When I visited Georgetown during the accepted-students day, my dad and I saw a pamphlet that showed sailors wearing Georgetown jerseys. Having sailed my entire childhood, I knew I wanted to be involved, so I eventually connected with the sailing coach and walked-on the varsity team. Little did I know that the GUST is one of the top-ranked sailing teams in the country, consistently churning out Olympic sailing athletes.

On campus, I also devoted my time to Georgetown Global Consulting, a student-run 501(c)3 non-profit that does pro-bono consulting for nonprofits around the world. Throughout my time at GGC, I was a consultant, project manager, and mentor to other students, and this experience helped me line up options for my professional career. 

Lastly, I let out the secret that I did competitive bagpiping in high school, so I became the unofficial campus bagpiper, honoring veterans at multiple Veterans Day ceremonies and performing at St. Patrick’s Day celebrations.

In terms of research, I interned for the U.S. Department of Health and Human Services in Spring 2020, and I was lucky to connect with certain professors early on in my Georgetown career. I specifically connected with Professor Michael Stoto, a professor of health systems administration and population health in the NHS. Under his guidance, I helped a hospital conduct their community health needs assessment in summer 2019; I received the Kalorama Research Fellowship, a research grant for independent undergraduate research, to write a case-study of a community’s response to COVID-19 during summer 2020; and I am currently working on another research paper about the epidemiological analysis of the COVID-19 outbreak in this community. Professor Stoto has also involved me in a research paper about COVID-19 seroprevalence surveys in New York State, and he is my faculty mentor for my honors thesis on COVID-19 excess mortality. Professor Stoto has been a great mentor, and I am always thankful for his guidance and support.

Most recently, I completed my HCMP senior capstone internship at the Center for Global Health Science and Security (CGHSS). The senior capstone internship is required by every HCMP major, and I was lucky enough to work under Professor Rebecca Katz and Allie Reichert, my direct advisor, at the CGHSS. 

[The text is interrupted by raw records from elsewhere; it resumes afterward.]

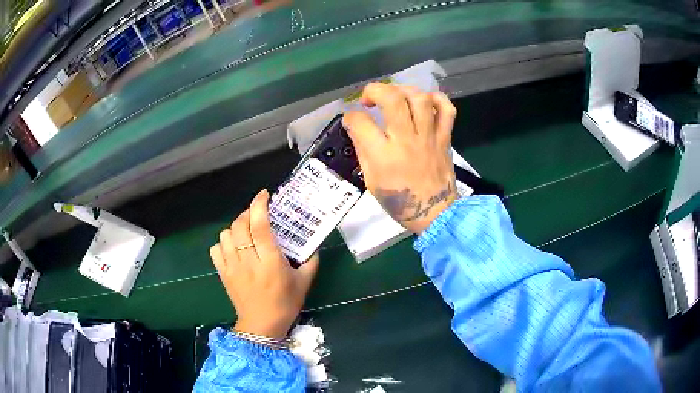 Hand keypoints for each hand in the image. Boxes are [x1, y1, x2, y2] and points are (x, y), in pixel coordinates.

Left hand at [210, 189, 319, 339]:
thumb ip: (311, 262)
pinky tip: (233, 248)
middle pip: (239, 225)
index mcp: (270, 261)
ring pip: (225, 235)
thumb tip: (313, 246)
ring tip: (245, 232)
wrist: (261, 326)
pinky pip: (215, 250)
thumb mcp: (304, 283)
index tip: (264, 195)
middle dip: (247, 213)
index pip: (259, 226)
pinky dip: (222, 243)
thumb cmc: (285, 304)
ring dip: (235, 228)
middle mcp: (248, 260)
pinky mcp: (223, 274)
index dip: (259, 205)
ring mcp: (232, 267)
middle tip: (257, 215)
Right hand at [343, 84, 457, 233]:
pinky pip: (447, 109)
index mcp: (384, 155)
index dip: (351, 116)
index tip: (352, 120)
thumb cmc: (400, 202)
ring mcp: (429, 137)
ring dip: (404, 90)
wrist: (435, 213)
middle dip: (375, 90)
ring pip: (420, 98)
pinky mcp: (445, 138)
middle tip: (370, 99)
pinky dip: (437, 99)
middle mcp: (407, 140)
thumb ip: (363, 151)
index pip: (360, 121)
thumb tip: (356, 127)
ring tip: (396, 98)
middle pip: (392, 98)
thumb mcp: (371, 181)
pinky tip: (425, 102) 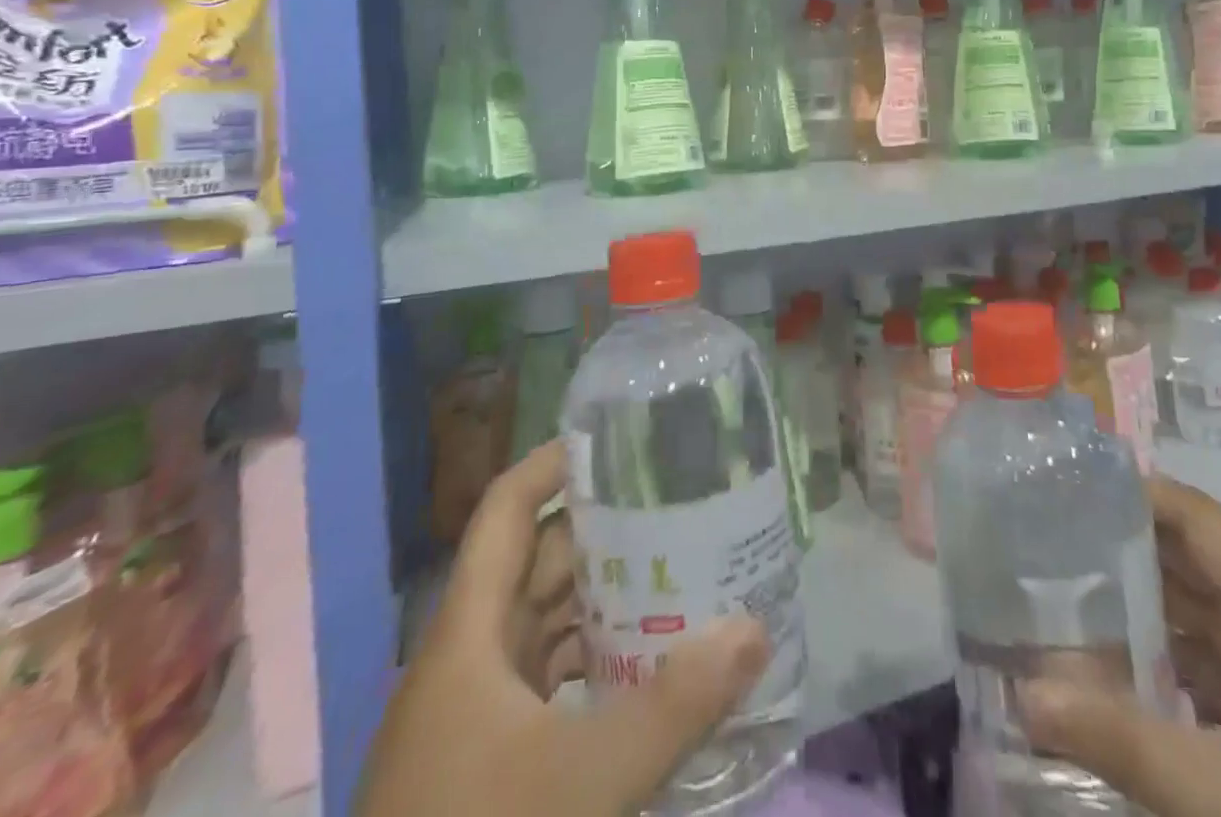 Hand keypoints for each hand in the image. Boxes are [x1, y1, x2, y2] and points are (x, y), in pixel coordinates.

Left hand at [357, 442, 772, 816]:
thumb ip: (674, 705)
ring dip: (602, 595)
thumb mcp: (582, 781)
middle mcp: (467, 656)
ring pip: (544, 621)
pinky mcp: (488, 762)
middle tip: (676, 503)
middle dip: (603, 528)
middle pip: (537, 560)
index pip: (506, 509)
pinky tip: (644, 667)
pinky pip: (548, 678)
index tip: (618, 440)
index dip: (553, 463)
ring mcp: (474, 713)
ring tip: (678, 570)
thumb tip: (754, 628)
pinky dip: (593, 659)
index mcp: (467, 631)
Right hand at [1017, 479, 1220, 816]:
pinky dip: (1173, 669)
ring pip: (1211, 627)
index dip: (1141, 494)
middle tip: (1055, 539)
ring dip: (1149, 613)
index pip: (1204, 523)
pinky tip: (1128, 680)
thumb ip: (1114, 736)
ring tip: (1075, 598)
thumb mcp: (1216, 795)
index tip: (1074, 485)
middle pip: (1202, 569)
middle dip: (1130, 551)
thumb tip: (1019, 693) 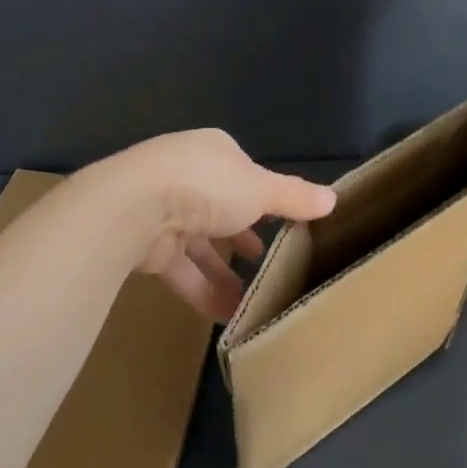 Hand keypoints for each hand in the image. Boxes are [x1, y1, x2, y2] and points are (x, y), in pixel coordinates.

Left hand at [95, 130, 336, 321]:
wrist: (133, 208)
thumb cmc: (206, 186)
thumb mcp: (261, 189)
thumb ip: (294, 197)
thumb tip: (333, 199)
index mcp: (213, 153)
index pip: (244, 174)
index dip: (265, 198)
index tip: (286, 224)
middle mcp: (186, 176)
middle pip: (222, 209)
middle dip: (244, 236)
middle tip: (269, 260)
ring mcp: (163, 210)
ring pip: (201, 244)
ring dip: (226, 272)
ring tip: (255, 299)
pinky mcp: (147, 245)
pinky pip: (183, 270)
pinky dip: (204, 291)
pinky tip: (229, 315) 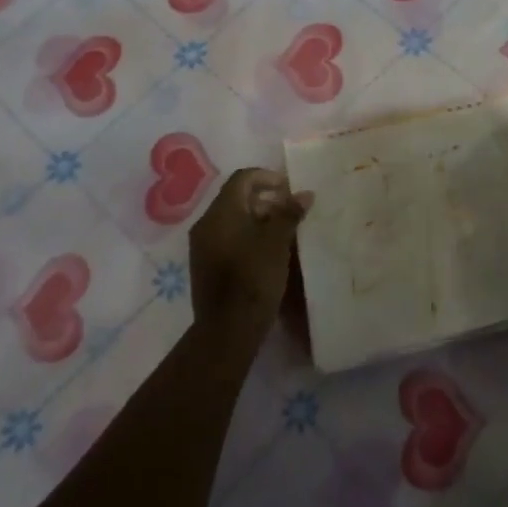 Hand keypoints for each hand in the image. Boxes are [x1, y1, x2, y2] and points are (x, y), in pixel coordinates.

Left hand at [188, 167, 312, 346]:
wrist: (227, 330)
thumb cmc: (254, 278)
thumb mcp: (277, 242)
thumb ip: (289, 213)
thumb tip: (304, 194)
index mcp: (221, 212)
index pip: (243, 178)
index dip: (268, 177)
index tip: (289, 189)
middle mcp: (206, 224)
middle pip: (237, 198)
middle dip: (266, 199)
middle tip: (291, 211)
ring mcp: (203, 246)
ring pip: (233, 219)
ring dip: (259, 219)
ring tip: (284, 232)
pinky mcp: (206, 265)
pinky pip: (228, 238)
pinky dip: (248, 236)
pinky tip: (268, 251) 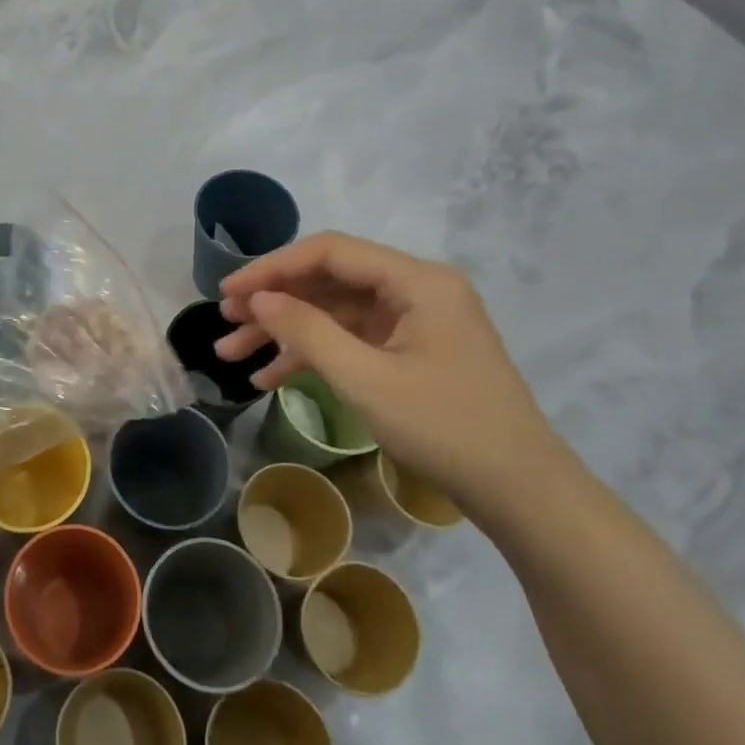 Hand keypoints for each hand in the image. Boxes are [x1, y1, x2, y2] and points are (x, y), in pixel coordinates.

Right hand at [214, 232, 573, 505]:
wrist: (519, 491)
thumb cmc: (445, 428)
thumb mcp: (365, 379)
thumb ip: (307, 331)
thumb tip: (257, 299)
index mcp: (417, 281)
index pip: (329, 253)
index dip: (272, 268)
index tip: (227, 292)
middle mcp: (416, 289)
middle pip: (328, 281)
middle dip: (273, 303)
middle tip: (225, 324)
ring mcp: (414, 321)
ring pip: (333, 313)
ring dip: (284, 332)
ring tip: (232, 355)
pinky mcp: (410, 351)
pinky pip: (350, 340)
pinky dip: (312, 355)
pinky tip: (270, 377) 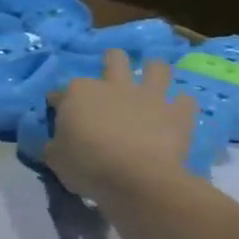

During my internship, I coded for a COVID-19 policy visualization tool called COVIDAMP, and I wrote a research brief about mandated flu vaccines and how flu vaccines may foreshadow the challenges/opportunities for COVID-19 vaccine distribution. I enjoyed my internship so much that I will be joining the CGHSS team as an undergraduate research assistant next semester. My involvement with research at Georgetown has brought my classroom education to life, and Washington, DC, the heart of health policy in the United States, has provided a landscape for unparalleled research opportunities.

Question: What are your plans for the future?

Schlageter: I recently was recruited to Deloitte Consulting to be an analyst in their government and public services practice where I would be working for federal health clients, such as the CDC, CMS, HHS, etc. I also submitted several research fellowship applications for next year, but I am still waiting to hear back from those organizations. Eventually, I hope to receive my master’s degree in public health or attend law school with a focus on emergency preparedness and biosecurity. The future looks bright!